Nachruf der Neuen Osnabrücker Zeitung vom 26.03.2003
Herr der tausend Geschichten
Zum Tode des Autors Bernhard Schulz
Der Journalist und Autor Bernhard Schulz ist tot. In wenigen Wochen, am 22. April, wäre
er 90 Jahre alt geworden. Und nun wandeln sich die Worte der Vergewisserung, die ihm dann wohlmöglich zu seinem
Geburtstag gesagt worden wären, zu einem Abschied.

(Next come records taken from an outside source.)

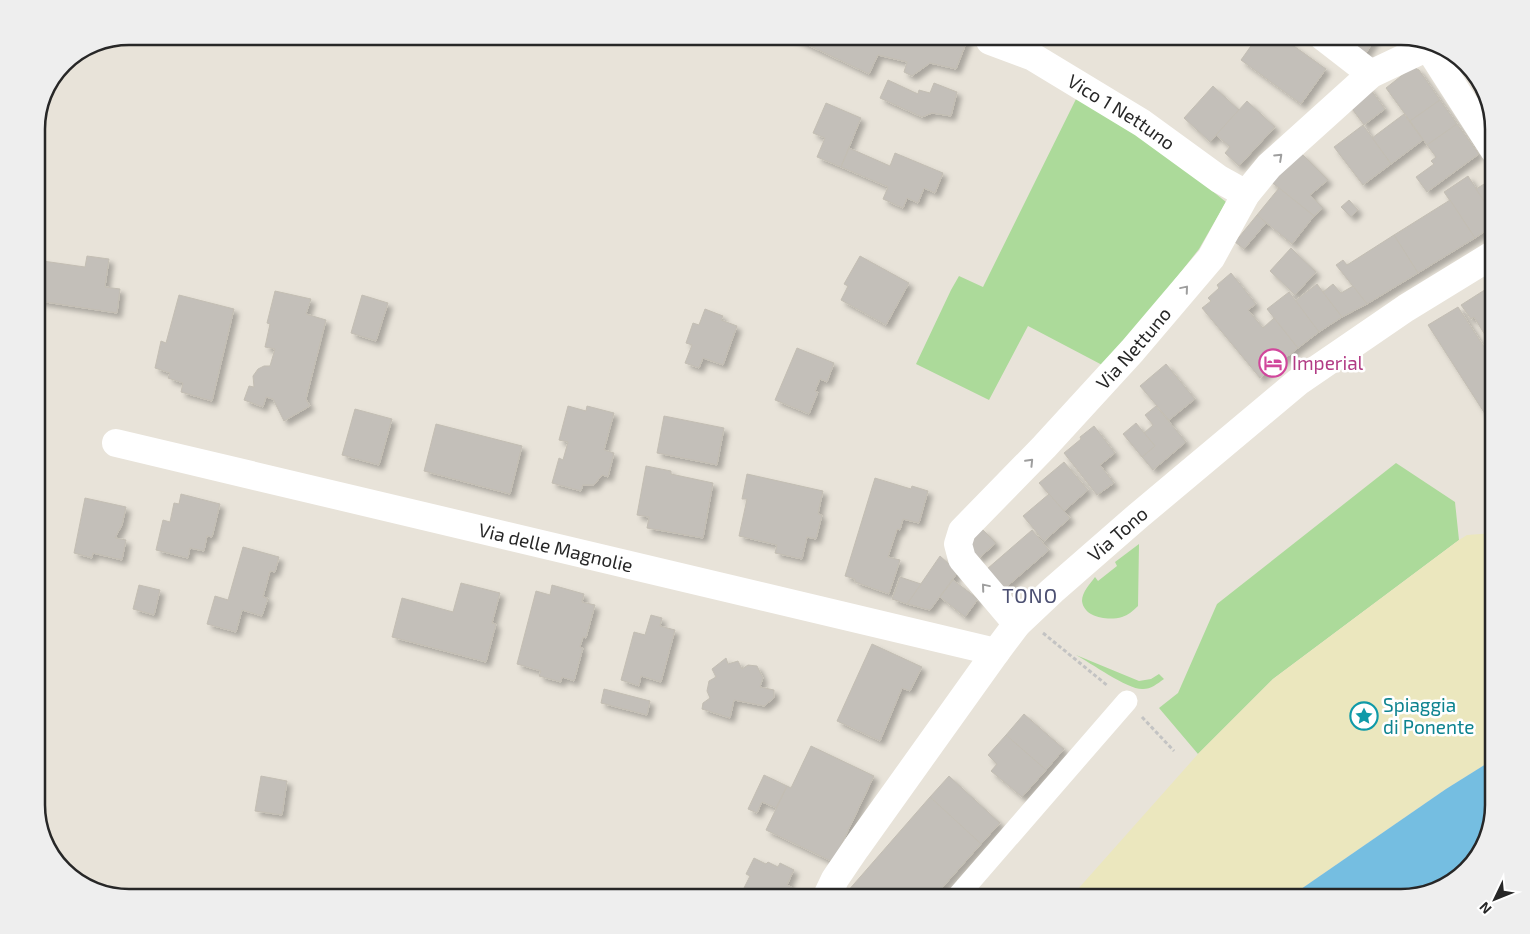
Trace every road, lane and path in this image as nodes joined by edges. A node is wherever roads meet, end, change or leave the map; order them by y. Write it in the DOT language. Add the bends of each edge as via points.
graph roads {
  1 [pos="1000,45"];
  2 [pos="1334,45"];
  3 [pos="1424,49"];
  4 [pos="1433,51"];
  5 [pos="1371,74"];
  6 [pos="1485,135"];
  7 [pos="1246,194"];
  8 [pos="1485,260"];
  9 [pos="116,443"];
  10 [pos="1020,620"];
  11 [pos="996,652"];
  12 [pos="1127,701"];
  13 [pos="1174,751"];
  14 [pos="830,889"];
  15 [pos="964,889"];
  1 -- 7 [label="street, Vico 1 Nettuno" via="1050,67 1142,123 1219,179"];
  2 -- 5 [label="street"];
  3 -- 5 [label="street, Via Nettuno"];
  4 -- 6 [label="street"];
  7 -- 5 [label="street, Via Nettuno, one-way" via="1269,166"];
  10 -- 7 [label="street, Via Nettuno, one-way" via="962,559 958,544 962,531 1132,351 1211,258"];
  8 -- 10 [label="street, Via Tono" via="1398,313 1298,382"];
  9 -- 11 [label="street, Via delle Magnolie"];
  10 -- 11 [label="street, Via Tono"];
  10 -- 12 [label="path"];
  11 -- 14 [label="street, Via Tono" via="856,848"];
  12 -- 13 [label="path"];
  12 -- 15 [label="street"];
}
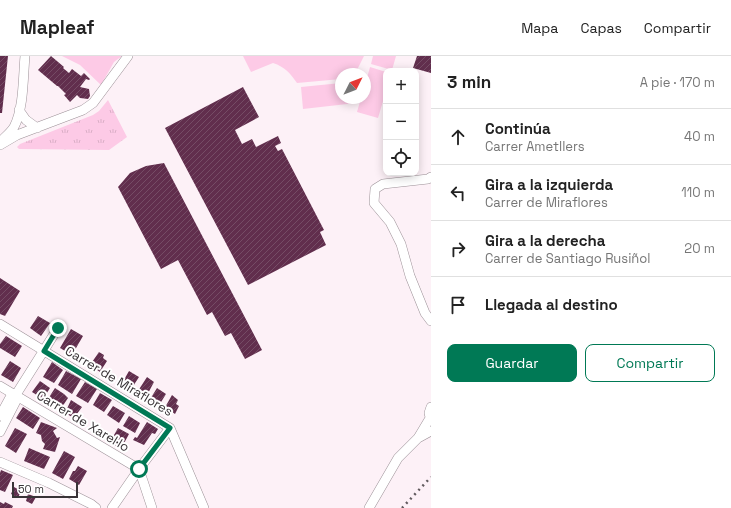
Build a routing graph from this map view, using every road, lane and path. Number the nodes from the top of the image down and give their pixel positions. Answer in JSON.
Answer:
{"nodes":[{"id":1,"x":25,"y":56,"type":"edge"},
{"id":2,"x":128,"y":56,"type":"edge"},
{"id":3,"x":18,"y":110,"type":"junction"},
{"id":4,"x":37,"y":128,"type":"junction"},
{"id":5,"x":0,"y":143,"type":"edge"},
{"id":6,"x":431,"y":177,"type":"edge"},
{"id":7,"x":431,"y":321,"type":"edge"},
{"id":8,"x":0,"y":324,"type":"edge"},
{"id":9,"x":58,"y":328,"type":"dead end"},
{"id":10,"x":44,"y":351,"type":"junction"},
{"id":11,"x":0,"y":386,"type":"edge"},
{"id":12,"x":16,"y":395,"type":"junction"},
{"id":13,"x":431,"y":407,"type":"edge"},
{"id":14,"x":0,"y":416,"type":"edge"},
{"id":15,"x":430,"y":420,"type":"edge"},
{"id":16,"x":170,"y":428,"type":"junction"},
{"id":17,"x":431,"y":431,"type":"edge"},
{"id":18,"x":0,"y":432,"type":"edge"},
{"id":19,"x":418,"y":438,"type":"junction"},
{"id":20,"x":0,"y":462,"type":"edge"},
{"id":21,"x":139,"y":469,"type":"junction"},
{"id":22,"x":96,"y":508,"type":"edge"},
{"id":23,"x":112,"y":508,"type":"edge"},
{"id":24,"x":152,"y":508,"type":"edge"},
{"id":25,"x":204,"y":508,"type":"edge"},
{"id":26,"x":369,"y":508,"type":"edge"}],
"edges":[{"from":1,"to":3,"type":"street"},
{"from":2,"to":4,"type":"street"},
{"from":3,"to":4,"type":"street"},
{"from":3,"to":5,"type":"street"},
{"from":4,"to":5,"type":"street"},
{"from":6,"to":7,"type":"street"},
{"from":8,"to":10,"type":"street","name":"Carrer de Miraflores"},
{"from":9,"to":10,"type":"street"},
{"from":10,"to":12,"type":"street"},
{"from":10,"to":16,"type":"street","name":"Carrer de Miraflores"},
{"from":11,"to":12,"type":"street","name":"Carrer de Xarel·lo"},
{"from":12,"to":14,"type":"street"},
{"from":12,"to":18,"type":"street"},
{"from":12,"to":21,"type":"street","name":"Carrer de Xarel·lo"},
{"from":13,"to":15,"type":"street"},
{"from":15,"to":19,"type":"street"},
{"from":16,"to":21,"type":"street"},
{"from":16,"to":25,"type":"street","name":"Carrer de Miraflores"},
{"from":17,"to":19,"type":"street"},
{"from":19,"to":26,"type":"street"},
{"from":20,"to":22,"type":"street"},
{"from":21,"to":23,"type":"street"},
{"from":21,"to":24,"type":"street"}]}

Bernhard Schulz stammte aus dem Rheinland. Und den behäbigen Tonfall seiner Heimat hat er nie abgelegt. Auch
nicht, als der gelernte Journalist im Oktober 1945 - den Krieg hatte er als Gefreiter im Generalstab überstanden -
nach Osnabrück kam und hier bei der ersten von der britischen Besatzungsmacht wieder zugelassenen Tageszeitung
einen neuen Anfang machte. Im Gegenteil: Wer nach den Wurzeln seines Schaffens sucht, wird bei der Erfahrung der
Diktatur einerseits und bei der Sehnsucht nach einer in Landschaften und Kulturen gegründeten Normalität
andererseits ansetzen müssen.
Von 1946 bis 1967 war Bernhard Schulz Feuilleton-Redakteur der Neuen Tagespost in Osnabrück. Als diese Zeitung
damals mit dem Osnabrücker Tageblatt zur Neuen Osnabrücker Zeitung fusionierte, wechselte Bernhard Schulz, das
Metier: Sein Brotberuf blieb der Journalismus im Dienst eines Anzeigenblattes, aber fortan sah er sich selbst nur
noch als freischaffender Autor.
Bernhard Schulz hat einmal von sich gesagt, erfunden habe er recht eigentlich nichts: „Die Geschichten liegen auf
der Straße. Man muss sie nur aufheben." So entwickelte sich der ironische Feuilletonist - der ganz nebenbei in
seinen Anfangsjahren in der Lokalredaktion der „Neuen Tagespost" auch die Kunstfigur des „Till" aus der laufe
gehoben hat, die bis heute als Lokalpatriot und Anwalt der Bürger aus dieser Zeitung spricht - zu einem mitunter
skeptischen Erzähler.
Viele seiner ungezählten Kurzgeschichten, aber auch die größeren Erzählungen und Romane beschreiben mit Vorliebe
das einfache Leben. Das aber gebrochen im Licht der Erfahrung, dass uns eine heile Welt unter den Gefährdungen der
Moderne nur noch als Traum gegeben ist. (fhv)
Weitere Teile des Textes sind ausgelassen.